Attaque de l’aéroport de Niamey : Tiani accuse Macron, Talon et Ouattara de « sponsoriser les mercenaires »
publié le : 30 janvier 2026 à 12h52min | MàJ : il y a 2 heures
Rédacteur : Aristide Nouah
Suite à l’attaque armée qui a ciblé la base aérienne de l’aéroport international Diori Hamani, le général Abdourahamane Tiani s’est rendu sur les lieux le jeudi 28 janvier 2026 et a tenu un discours offensif. Le chef de la junte nigérienne a salué la réaction des forces de défense, remercié la Russie pour son appui aérien et a accusé les présidents français, béninois et ivoirien d’être des soutiens des assaillants qualifiés de « mercenaires ».
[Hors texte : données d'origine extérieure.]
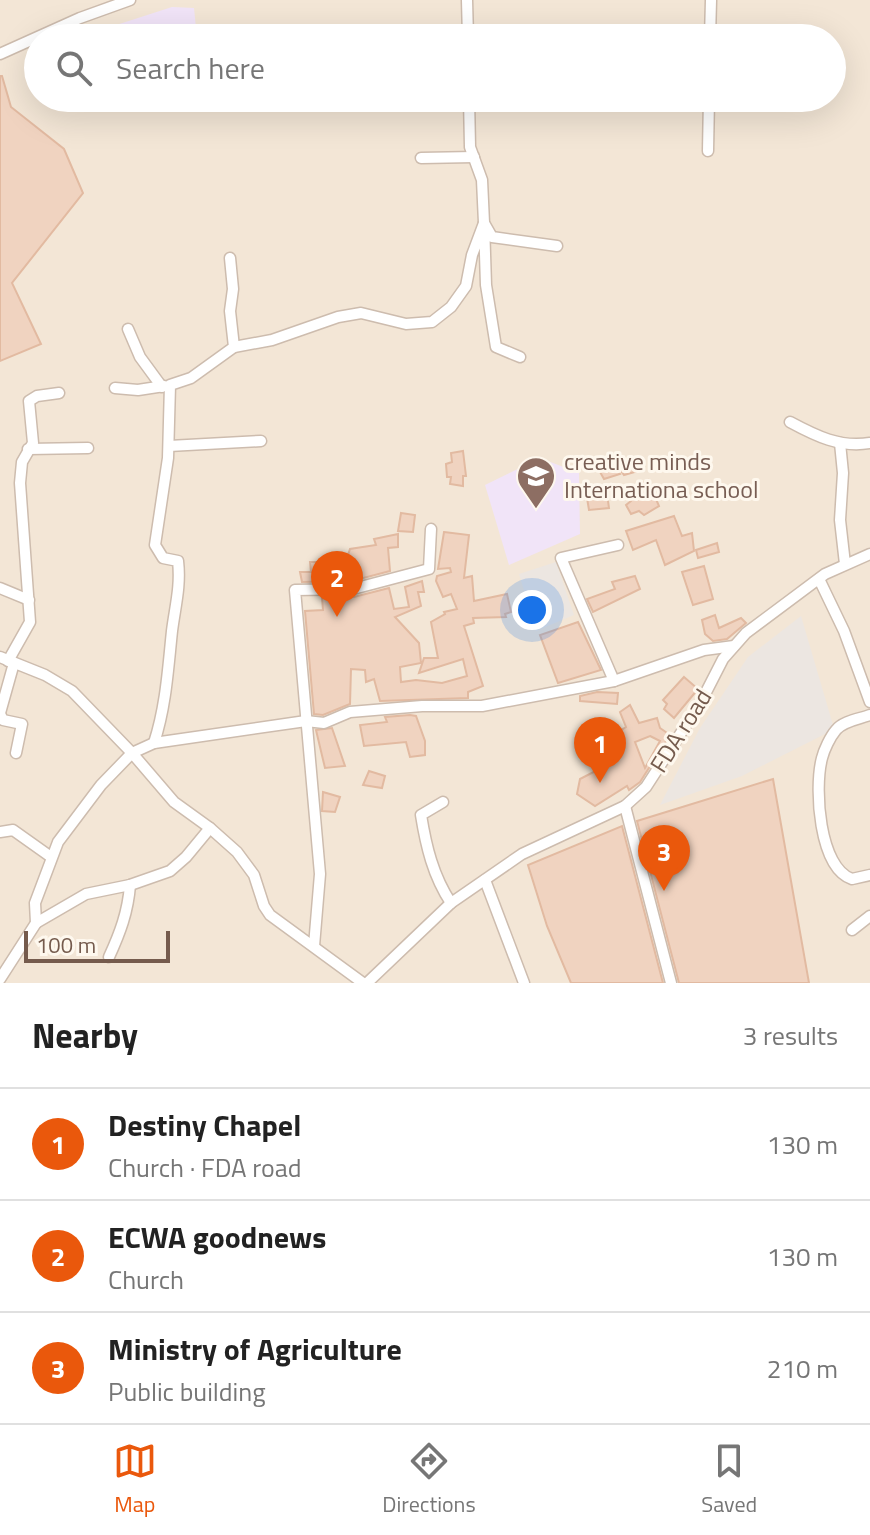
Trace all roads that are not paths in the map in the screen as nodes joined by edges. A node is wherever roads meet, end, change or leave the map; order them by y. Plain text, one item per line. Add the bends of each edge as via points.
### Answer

La vie a progressivement repris son cours à Niamey le jeudi 29 janvier, au lendemain de l’attaque perpétrée contre la base aérienne de l’aéroport international. Sur place, le président du Conseil national pour la sauvegarde de la patrie (CNSP), le général Abdourahamane Tiani, s’est rendu dans la zone abritant la flotte aérienne de l’armée nigérienne afin d’évaluer la situation et de s’adresser aux forces engagées.
Selon un bilan communiqué par le ministère de la Défense nationale, l’attaque survenue dans la nuit du mercredi 28 au jeudi 29 janvier a fait vingt assaillants neutralisés et onze autres arrêtés. Les autorités nigériennes qualifient ces hommes de « mercenaires ». Quatre soldats nigériens ont été grièvement blessés lors des affrontements. La télévision d’État RTN a, par ailleurs, affirmé qu’un ressortissant français figurerait parmi les assaillants tués, sans toutefois fournir d’éléments de confirmation.
Sur le terrain, Abdourahamane Tiani a salué la « prompte réaction » des forces nigériennes, appuyées par leurs partenaires russes, estimant que l’ennemi avait été mis en déroute en moins de vingt minutes après les premiers coups de feu.
Le chef de la junte a ensuite accusé le président français Emmanuel Macron, le président béninois Patrice Talon et le président ivoirien Alassane Ouattara d’être les « sponsors » des mercenaires impliqués dans l’attaque. « Nous les avons suffisamment écoutés aboyer. Qu’ils s’apprêtent, eux aussi, à nous écouter rugir », a-t-il lancé, sans préciser la nature des représailles évoquées.
Dans la foulée, deux grands meetings ont été organisés dans la capitale, notamment sur la place de l’Assemblée nationale et au carrefour de l’Escadrille nationale pour soutenir la junte militaire nigérienne.
Le ministère de la Défense nationale a également fait état d’importants dégâts matériels, notamment sur des aéronefs civils. Deux avions de la compagnie Asky et un appareil d’Air Côte d’Ivoire auraient été endommagés. Aucune information détaillée n’a été communiquée sur l’état des installations militaires touchées. De son côté, l’Agence nationale de l’aviation civile a indiqué que les activités aéroportuaires se poursuivaient normalement.